Emotional Gaps: Why Do We Feel Them?

Emotional Gaps: Why Do We Feel Them?

We all feel empty from time to time. The important thing is to detect the emotional emptiness, accept it and fill it in the healthiest way possible.

Emotional Gaps: Why Do We Feel Them?

Last update: July 31, 2021

You may have heard of "emotional deficiencies", an expression widely used to describe specific emotional states that include certain attitudes. More than deficiencies, it would be correct to speak of emotional gaps. These metaphorical gaps are common and are thought to have the greatest influence when they occur in childhood.



Psychology uses several metaphors in an attempt to describe such a complex phenomenon. However, not all metaphors are equally useful.

The vacuum, in this case, is not a space with a pressure lower than atmospheric, as described by Physics through the American Void Society. Rather, it describes a space that tends to be filled. In other words, every void generates the need to be filled by the person who feels it.

So emotional gaps are spaces in our being that tend to fill up. We call them emotional because they affect the emotional level. So, we all have gaps, which grow or shrink based on what's going on in our lives.
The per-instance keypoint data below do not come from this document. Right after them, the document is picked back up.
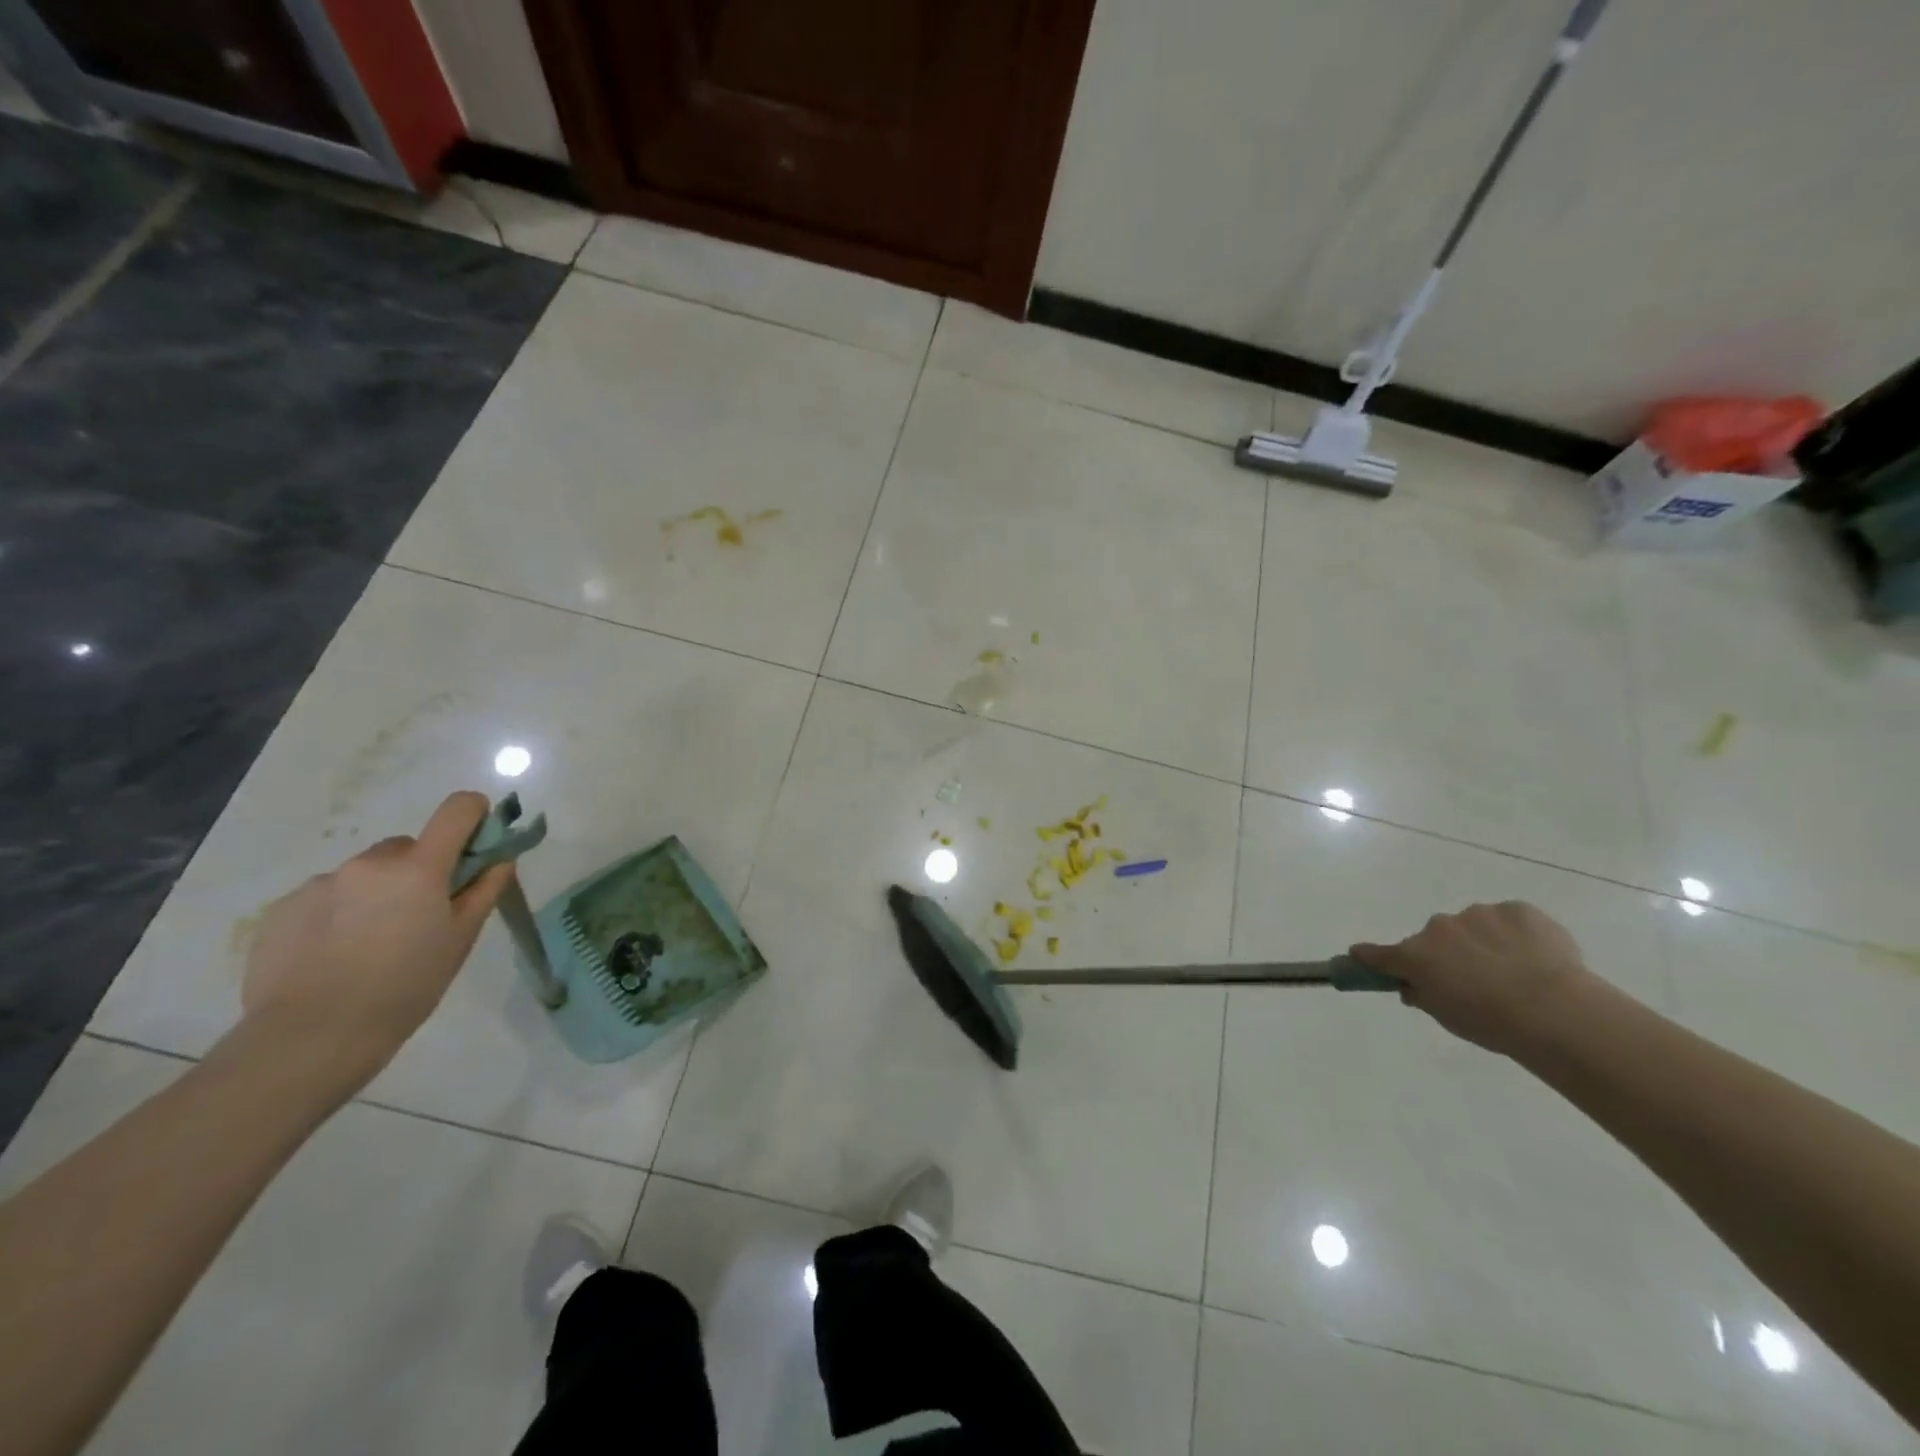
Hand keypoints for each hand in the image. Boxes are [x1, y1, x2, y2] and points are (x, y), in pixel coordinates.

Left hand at [238, 792, 513, 1092]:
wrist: (311, 1038)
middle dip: (420, 870)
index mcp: (419, 867)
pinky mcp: (282, 907)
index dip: (474, 817)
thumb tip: (500, 857)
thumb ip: (484, 889)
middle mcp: (369, 863)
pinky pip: (326, 896)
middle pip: (408, 847)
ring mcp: (320, 882)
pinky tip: (335, 955)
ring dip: (377, 893)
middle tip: (419, 917)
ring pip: (365, 874)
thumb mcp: (461, 939)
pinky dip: (338, 914)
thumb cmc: (406, 987)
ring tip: (370, 944)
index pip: (458, 809)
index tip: (477, 846)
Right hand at [1351, 901, 1600, 1055]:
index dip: (1369, 955)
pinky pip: (1509, 920)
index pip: (1379, 953)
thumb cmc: (1493, 1023)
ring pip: (1474, 926)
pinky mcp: (1516, 909)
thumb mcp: (1448, 1019)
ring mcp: (1478, 914)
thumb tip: (1413, 986)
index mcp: (1416, 955)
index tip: (1360, 955)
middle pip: (1436, 938)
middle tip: (1475, 981)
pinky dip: (1518, 935)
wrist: (1556, 1010)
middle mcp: (1439, 928)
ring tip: (1518, 973)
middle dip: (1448, 953)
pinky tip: (1538, 959)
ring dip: (1484, 942)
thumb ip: (1424, 997)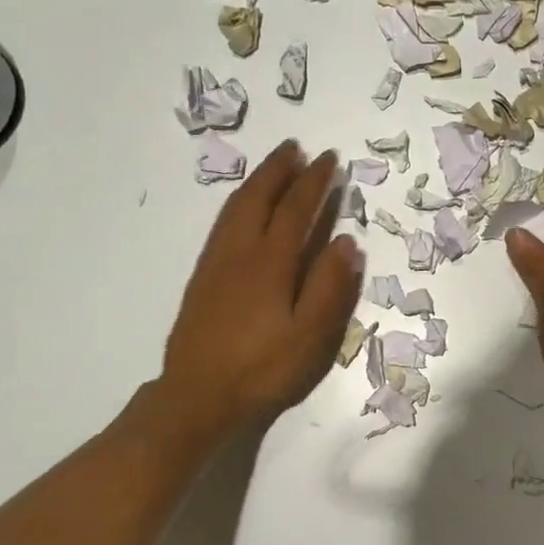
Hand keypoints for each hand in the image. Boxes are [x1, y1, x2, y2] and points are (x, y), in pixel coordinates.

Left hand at [157, 142, 364, 445]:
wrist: (197, 396)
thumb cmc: (262, 368)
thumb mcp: (309, 335)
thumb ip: (329, 285)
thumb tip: (346, 240)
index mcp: (269, 262)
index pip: (294, 209)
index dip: (314, 182)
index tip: (329, 159)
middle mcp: (239, 252)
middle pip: (258, 197)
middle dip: (279, 169)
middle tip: (296, 148)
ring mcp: (215, 263)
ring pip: (235, 207)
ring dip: (257, 181)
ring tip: (273, 166)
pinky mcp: (202, 277)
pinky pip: (222, 223)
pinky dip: (239, 202)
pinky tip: (244, 208)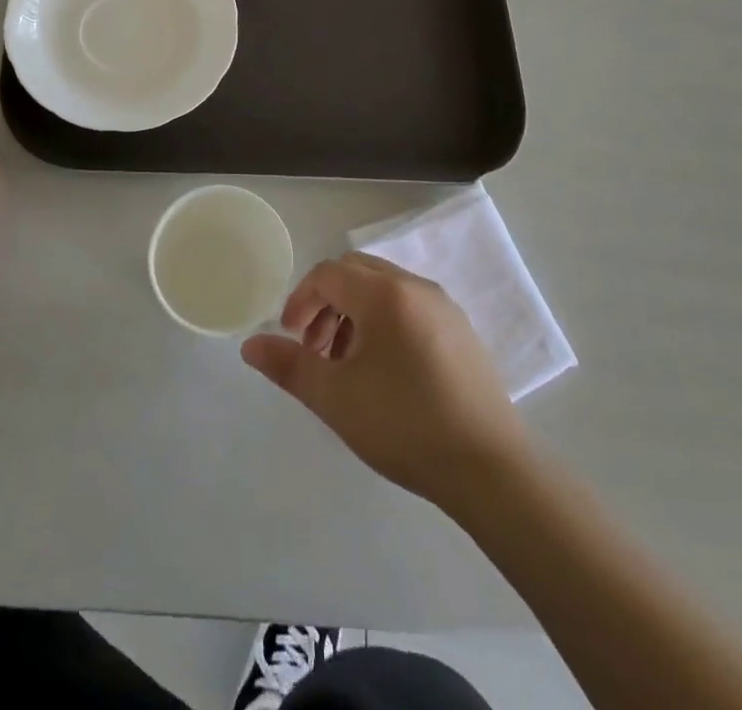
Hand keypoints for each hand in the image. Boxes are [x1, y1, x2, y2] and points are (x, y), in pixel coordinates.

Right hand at [242, 253, 532, 512]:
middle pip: (355, 272)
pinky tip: (384, 371)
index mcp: (384, 294)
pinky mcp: (461, 330)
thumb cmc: (405, 426)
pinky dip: (384, 322)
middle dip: (326, 303)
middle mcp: (415, 286)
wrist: (490, 469)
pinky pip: (410, 306)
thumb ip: (290, 366)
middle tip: (314, 349)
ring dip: (353, 313)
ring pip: (383, 289)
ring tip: (345, 364)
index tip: (291, 339)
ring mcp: (443, 306)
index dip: (300, 300)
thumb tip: (251, 345)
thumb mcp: (336, 399)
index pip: (328, 274)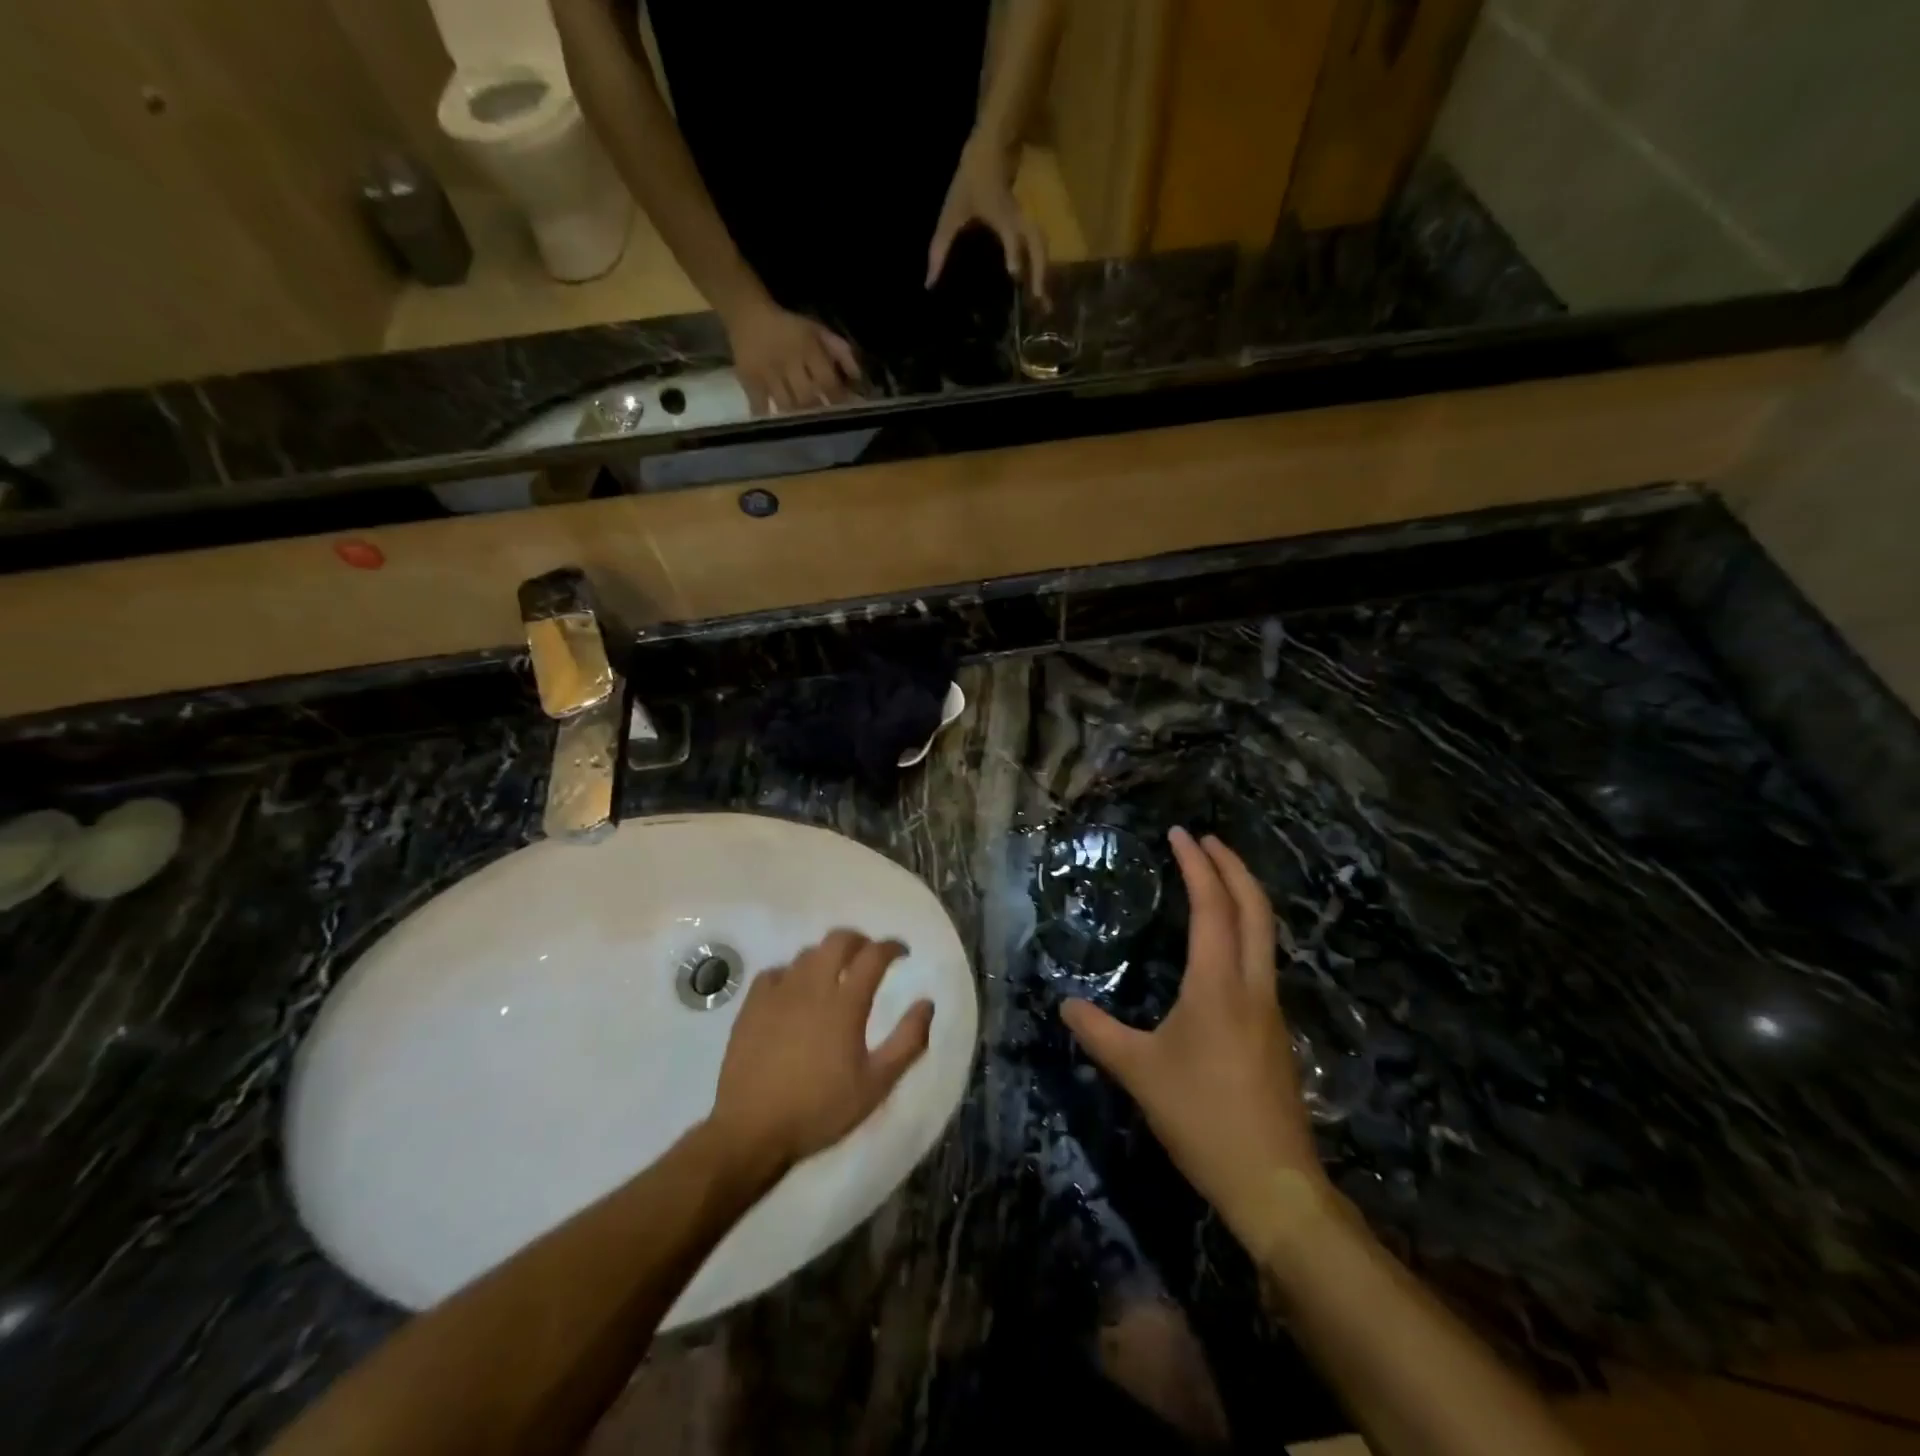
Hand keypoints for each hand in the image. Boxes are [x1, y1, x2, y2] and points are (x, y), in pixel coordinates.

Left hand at [707, 931, 934, 1178]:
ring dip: (827, 955)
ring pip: (807, 954)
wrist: (751, 1130)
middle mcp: (812, 986)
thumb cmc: (819, 1109)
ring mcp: (778, 992)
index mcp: (845, 1003)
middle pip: (838, 940)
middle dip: (860, 940)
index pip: (874, 955)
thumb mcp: (875, 1084)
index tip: (903, 953)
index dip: (892, 947)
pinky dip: (793, 972)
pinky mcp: (752, 1005)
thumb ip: (907, 1041)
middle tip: (870, 956)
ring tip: (835, 974)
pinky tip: (795, 991)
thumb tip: (927, 1003)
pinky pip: (776, 972)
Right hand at [722, 295, 860, 414]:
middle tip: (826, 422)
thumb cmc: (789, 327)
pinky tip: (779, 426)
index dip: (838, 399)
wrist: (747, 313)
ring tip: (806, 426)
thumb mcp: (818, 330)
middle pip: (807, 397)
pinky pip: (760, 406)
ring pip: (786, 404)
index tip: (845, 411)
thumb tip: (857, 378)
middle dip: (819, 412)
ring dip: (798, 418)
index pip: (827, 381)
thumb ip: (840, 351)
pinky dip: (770, 417)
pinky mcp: (749, 380)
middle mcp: (788, 361)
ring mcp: (767, 373)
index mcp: (807, 348)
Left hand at [927, 131, 1047, 297]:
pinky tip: (1037, 286)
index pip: (1012, 234)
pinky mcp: (1028, 225)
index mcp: (1003, 215)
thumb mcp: (952, 214)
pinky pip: (1039, 247)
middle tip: (1040, 304)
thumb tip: (930, 283)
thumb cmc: (971, 180)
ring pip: (1042, 248)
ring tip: (1044, 302)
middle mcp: (1020, 220)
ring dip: (1044, 273)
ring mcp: (1027, 221)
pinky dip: (1040, 267)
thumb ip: (940, 248)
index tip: (1014, 273)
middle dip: (1040, 273)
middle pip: (1038, 246)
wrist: (993, 146)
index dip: (1014, 251)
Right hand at [1061, 829, 1325, 1242]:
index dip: (1197, 865)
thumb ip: (1098, 1033)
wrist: (1273, 1181)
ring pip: (1264, 933)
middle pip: (1254, 908)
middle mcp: (1252, 985)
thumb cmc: (1202, 1117)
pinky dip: (1244, 929)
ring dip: (1242, 895)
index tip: (1180, 833)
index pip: (1213, 906)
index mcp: (1219, 984)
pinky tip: (1222, 944)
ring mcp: (1270, 1008)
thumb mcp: (1138, 1072)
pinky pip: (1261, 960)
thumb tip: (1065, 1003)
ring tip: (1215, 879)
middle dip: (1232, 866)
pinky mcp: (1275, 1031)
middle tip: (1205, 839)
Why do we feel emotional gaps?

Many think that emotional gaps are necessarily the product of a disorder. Nothing further from reality. Most of the emotional gaps result from the constant adaptation to the environment that we have to realize every day.

Life is change and the changes that occur in relationships alter our voids. Whether it is creating voids, enlarging existing ones or filling them totally or partially, our life experiences affect our emotional state.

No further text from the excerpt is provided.